Posted on September 15, 2015

Spoiler alert: we made it to Canada!

Veggie will be offering concluding thoughts shortly (look out for “The End, Part 2”), but I want to take a few minutes to pay tribute to Washington’s beautiful Northern Cascades. Per our last post, we were amazingly lucky to “thread the needle,” so to speak, between two significant fire closures affecting the PCT. The Washington section of the trail is always imbued with emotion for thru-hikers, but, taking our first steps onto trail we’d long-assumed would be closed, we experienced a kind of sensitive disbelief. “Here you are, so tread lightly. And don’t complain. About anything. Especially rain.”

Section K, here we come.

Section K, here we come.

It was Labor Day weekend, so the woods were full of day hikers and campers on their way to Lake Valhalla (a worthy home for any Norse diety), or up into the Glacier Peak Wilderness for a few nights. Forecasts predicted that the weather would abate, but not until we were all treated (surprise!) to an overnight dusting of snow. Our feet felt like popsicles in our trail runners the next morning, then half-melted popsicles that afternoon. But the scenery – what we could see of it through the fog – seemed even more beautiful with an added coating of white. We felt thoroughly prepared with our rain gear, gloves, and umbrellas, but saw a few shivering hikers rush down the mountain back to civilization, chanting mantras about cheeseburgers, hot coffee, and beer.

Veggie ventures into Labor Day snowfall.

Veggie ventures into Labor Day snowfall.

Over the next few days, the sun slowly emerged.

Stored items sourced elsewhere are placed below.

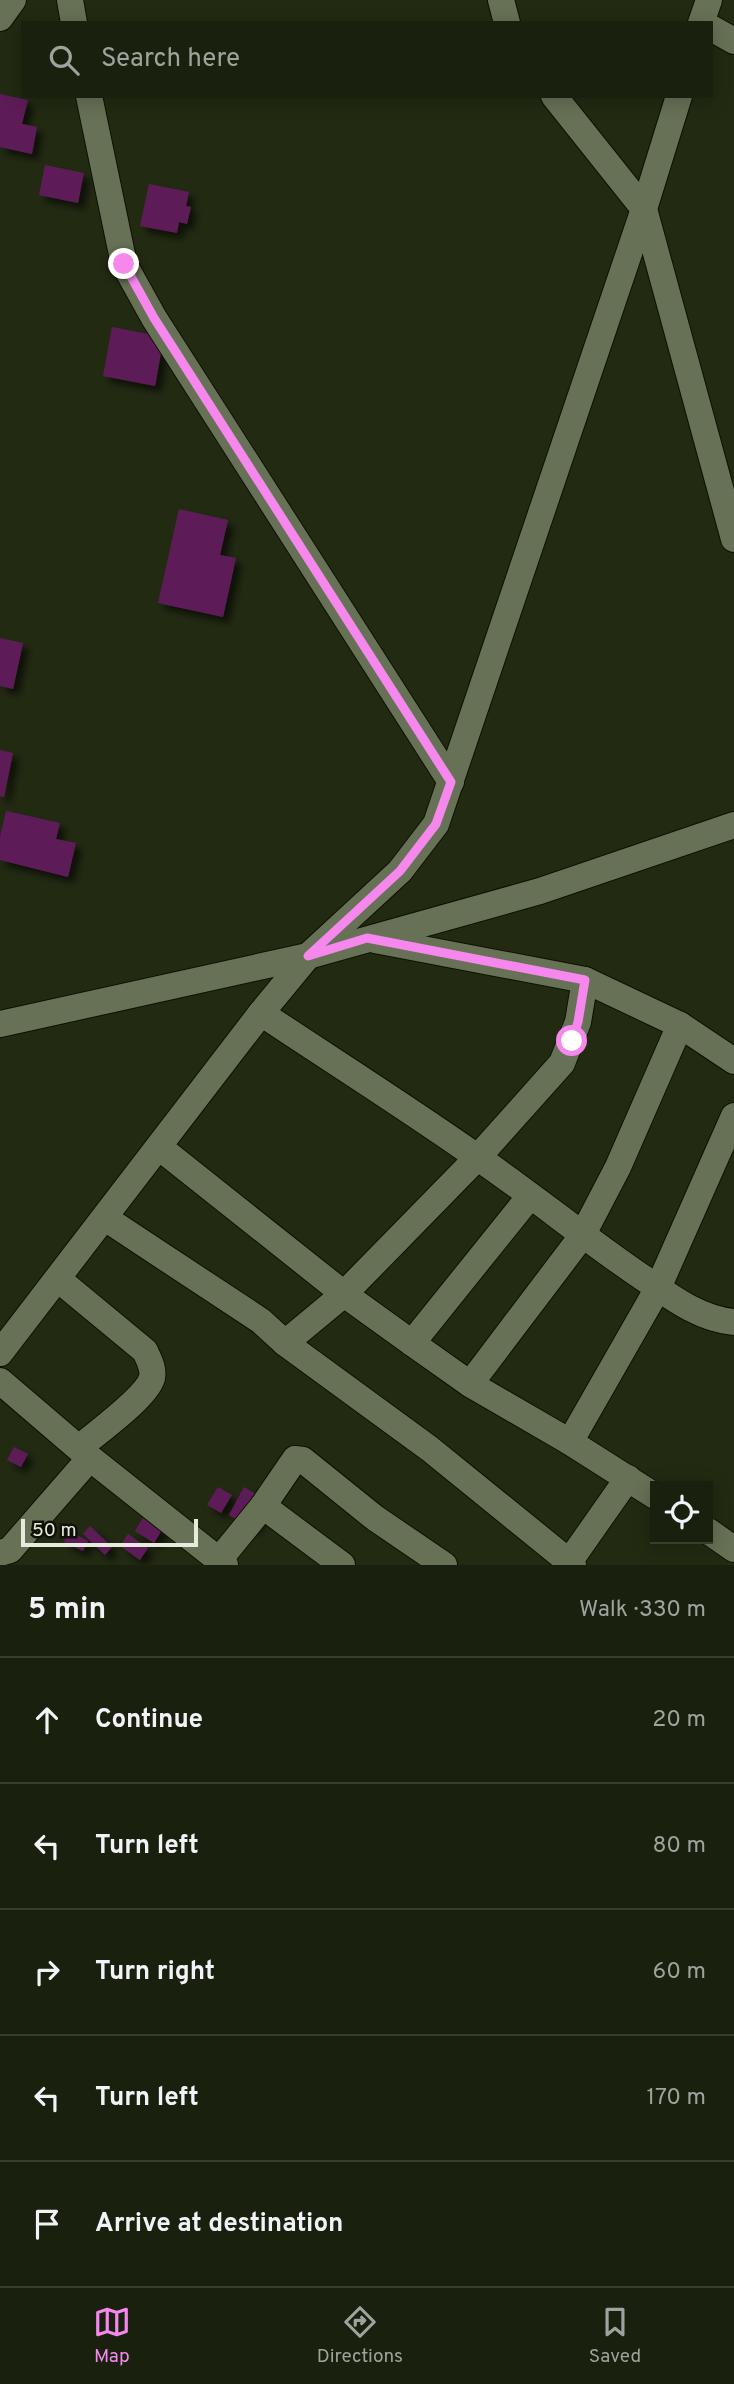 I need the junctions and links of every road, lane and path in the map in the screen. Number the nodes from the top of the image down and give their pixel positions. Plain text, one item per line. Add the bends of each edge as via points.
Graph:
1 (13, 0) edge
2 (69, 0) edge
3 (501, 0) edge
4 (709, 0) edge
5 (0, 18) edge
6 (74, 21) edge
7 (506, 21) edge
8 (703, 21) edge
9 (713, 30) edge
10 (734, 41) edge
11 (89, 98) edge
12 (556, 98) edge
13 (678, 98) edge
14 (644, 209) junction
15 (734, 538) edge
16 (451, 782) junction
17 (734, 825) edge
18 (367, 938) junction
19 (308, 956) junction
20 (585, 980) junction
21 (261, 1013) junction
22 (0, 1024) edge
23 (680, 1025) junction
24 (734, 1060) edge
25 (734, 1116) edge
26 (159, 1147) junction
27 (478, 1157) junction
28 (530, 1196) junction
29 (105, 1218) junction
30 (582, 1236) junction
31 (58, 1279) junction
32 (659, 1288) junction
33 (344, 1294) junction
34 (734, 1322) edge
35 (285, 1343) junction
36 (412, 1343) junction
37 (0, 1353) edge
38 (0, 1381) edge
39 (470, 1384) junction
40 (570, 1441) junction
41 (84, 1453) junction
42 (628, 1478) junction
43 (650, 1493) edge
44 (263, 1506) junction
45 (713, 1534) edge
46 (734, 1549) edge
47 (0, 1553) edge
48 (222, 1562) edge
49 (570, 1564) edge
50 (342, 1565) edge
51 (444, 1565) edge

1 - 5 street
2 - 6 street
3 - 7 street
4 - 8 street
9 - 10 street
11 - 16 street via 124,264
12 - 14 street
13 - 14 street
14 - 15 street
14 - 16 street
16 - 19 street via 436,824 400,871
17 - 18 street via 540,891
18 - 19 street
18 - 20 street
19 - 21 street
19 - 22 street
20 - 23 street
20 - 27 street via 578,1022 562,1063
21 - 26 street
21 - 27 street
23 - 24 street
23 - 30 street via 618,1167
25 - 32 street
26 - 29 street
26 - 33 street
27 - 28 street
27 - 33 street
28 - 30 street
28 - 36 street
29 - 31 street
29 - 35 street via 261,1321
30 - 32 street
30 - 39 street
31 - 37 street
31 - 41 street via 145,1352 152,1366 152,1377 136,1402
32 - 34 street via 699,1313
32 - 40 street
33 - 35 street
33 - 36 street
35 - 49 street via 430,1449
36 - 39 street
38 - 41 street
39 - 40 street
40 - 42 street
41 - 47 street via 10,1550
41 - 48 street
42 - 43 street
42 - 49 street
44 - 48 street
44 - 50 street
44 - 51 street via 291,1464 303,1460 375,1518
45 - 46 street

Section K proved to be fairly challenging hiking, which made us even more grateful to be walking it now, with our thru-hiker legs, than in the future, when we’d be starting from scratch. The big elevation changes brought great rewards though, leading us to adopt the new motto “Washington Delivers.”

Fog, fog, fog.

Fog, fog, fog.

Micah Lake, Glacier Peak Wilderness.

Micah Lake, Glacier Peak Wilderness.

Glacier Peak finally emerges.

Glacier Peak finally emerges.

We also had the pleasure of meeting up with some of our favorite hikers, who, like us, were thrilled to have access to this once-closed portion of the trail. Some of them had already hitched up to Chelan and taken a ferry to Stehekin, ready to proceed north, when the heard about the section reopening. In true thru-hiker fashion, they turned around and started trekking south. which made for a very happy intersection/reunion near Glacier Peak. It was one of those moments (and we’d have many more before our trip ended) when we realized that the people really make the experience.

(Left to right) Sweetums, Skua, Ice Axe, Pounder, Twist, and Square.

(Left to right) Sweetums, Skua, Ice Axe, Pounder, Twist, and Square.

(Left to right) Sneezle, Backwise, and Leopard Sauce.

(Left to right) Sneezle, Backwise, and Leopard Sauce.

A few dozen miles later, we found ourselves in North Cascades National Park (our 7th!). We caught the bus from the High Bridge Ranger Station (filled with only thru-hikers, save one brave couple who endured our collective stench) and headed into Stehekin, our last town stop. Stehekin is an idyllic place accessible only by boat, plane, or foot. They have an astonishingly good bakery, which the bus always stops at, and the best post office on the trail, at least in my opinion. They’ve had a rough summer due to all the fires, but, when we were there, you wouldn’t have known. To us, it was paradise. We can’t wait to go back for an extended stay.

Sunset view from the Stehekin Lodge deck.

Sunset view from the Stehekin Lodge deck.

We spent the night dining and reminiscing with other thru-hikers, sharing our favorite (and least favorite) moments from the trail. We’d all come so far, over 2550 miles, and faced just one more stretch. The magnetism of the border pulled us forward, but we couldn’t deny that we were somewhat reluctant to approach the end. Would we ever see these friends again? What would life after the trail hold for each of us? Soon we’d be back in society, trying to explain what it feels like to walk such a long way. But here we were, one last time, surrounded by people who knew exactly what it felt like.